Зрелые сосны перед живой изгородью.
НАСЛАЖДЕНИЕ
В постоянном открытии цветы на лбу. Я сосал свой хуй в цветах.
Свобода продолжается за глазным веком —
взаимное солнце рождения.
МАДОННА В СОДОМЕ
Твой рот, терзанный чужими
зубами, открывается, чтобы
выпить молока.
ОКТЯБРЬСКИЕ МАКИ
Через прохладную закройку штор я смотрю, как мой брат выходит
из грязной 2001 Honda Civic, — и в этом заправочном выглазье
я бы хотел умереть.
Я бы хотел совсем уйти отсюда. (Вот по следам его машины проехала ещё одна.)

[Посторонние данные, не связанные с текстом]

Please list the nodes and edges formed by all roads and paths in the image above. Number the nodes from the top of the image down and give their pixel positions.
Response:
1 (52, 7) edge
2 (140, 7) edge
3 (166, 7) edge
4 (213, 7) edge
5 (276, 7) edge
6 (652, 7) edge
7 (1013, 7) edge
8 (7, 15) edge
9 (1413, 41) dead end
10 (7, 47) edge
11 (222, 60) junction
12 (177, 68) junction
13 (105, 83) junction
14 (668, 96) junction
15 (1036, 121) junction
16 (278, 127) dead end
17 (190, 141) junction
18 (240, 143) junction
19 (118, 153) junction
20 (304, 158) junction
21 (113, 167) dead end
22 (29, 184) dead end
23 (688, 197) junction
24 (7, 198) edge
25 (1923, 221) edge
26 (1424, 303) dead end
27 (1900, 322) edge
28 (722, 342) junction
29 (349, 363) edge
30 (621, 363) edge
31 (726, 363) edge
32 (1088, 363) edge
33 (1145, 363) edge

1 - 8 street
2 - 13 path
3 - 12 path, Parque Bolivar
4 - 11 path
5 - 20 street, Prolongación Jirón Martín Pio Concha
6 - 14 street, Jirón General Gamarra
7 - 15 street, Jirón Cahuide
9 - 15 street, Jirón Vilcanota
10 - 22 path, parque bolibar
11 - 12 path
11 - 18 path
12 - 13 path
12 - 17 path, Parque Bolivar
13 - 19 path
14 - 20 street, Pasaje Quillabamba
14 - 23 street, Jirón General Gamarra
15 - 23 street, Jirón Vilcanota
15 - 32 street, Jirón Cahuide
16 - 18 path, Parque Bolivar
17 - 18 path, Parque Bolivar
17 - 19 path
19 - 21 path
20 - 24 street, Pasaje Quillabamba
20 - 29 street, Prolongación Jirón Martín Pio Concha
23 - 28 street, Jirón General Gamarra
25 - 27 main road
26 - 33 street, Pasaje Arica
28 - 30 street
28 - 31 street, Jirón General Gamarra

Мне нравятся машины: это лучший рецепт тела,
и боковыми зеркалами они наблюдают за местностью,
свободно по ней перемещаясь.
У меня некрасивые глаза — в этой машине я умереть не могу.
Мне так нравится высовывать из неё лицо на ветер.
ПОЛЫНЬ В СНЕГУ
Ты можешь стоять на снегу и называться «снег».
Может быть, он кружил над цветочными чашками
и в стропилах.
ПОЛЫНЬ В СНЕГУ II
Ты спишь на взаимной поляне. В пресном небе отражается аист,
рождается твоя лёгкая поступь.
Вечером побежим на горы.
Тихо кружась,
на них упадёт первый снег.
ЭРОТИКА ЗА СПИНОЙ
На эскалаторе поправляю тебе волосы.
ЕСЛИ Я ЗАБУДУ ТЕБЯ, ИЕРУСАЛИМ
«Я гладил шишки. В их скорлупчатой нежности, в их геометрическом ротозействе я чувствовал начатки архитектуры». Чёрный алоэ в волосах Макса; механизм грубой фокусировки. Рыболовная сетка, в которой пятерня ныряльщика смешалась с кожей, слезшей с его пальцев. Серебряная проволока в траве. Его голая спина, мелькнув в развешенном белье, попадает на выходной экран. «Твоя рожа воняет сутенёрством утром». Диск зонта, выброшенный в воду, нагревается на солнце и теперь похож на апельсиновый камень, из которого строили дома в молодой Армении. Я приветствую тебя за превосходство в красоте. Мшанка сбрасывает тельце в рыгачки коровы. Я заикаюсь на русских глаголах, потому что нельзя ни забрать кого-то из нас отсюда, ни оставить здесь. «Откуда — прозрачный лепесток солнца?». Ось крайнего настоящего времени, тактильность Востока. Язык бессловесного паломника. Обвешенный и как будто униженный дорожными сумками, он заходит в пазик. Подсолнух выскальзывает из рук ребёнка. Мокрая тряпка прибита к окну. Я вспоминаю, как он улыбался мне в фацетном зеркале.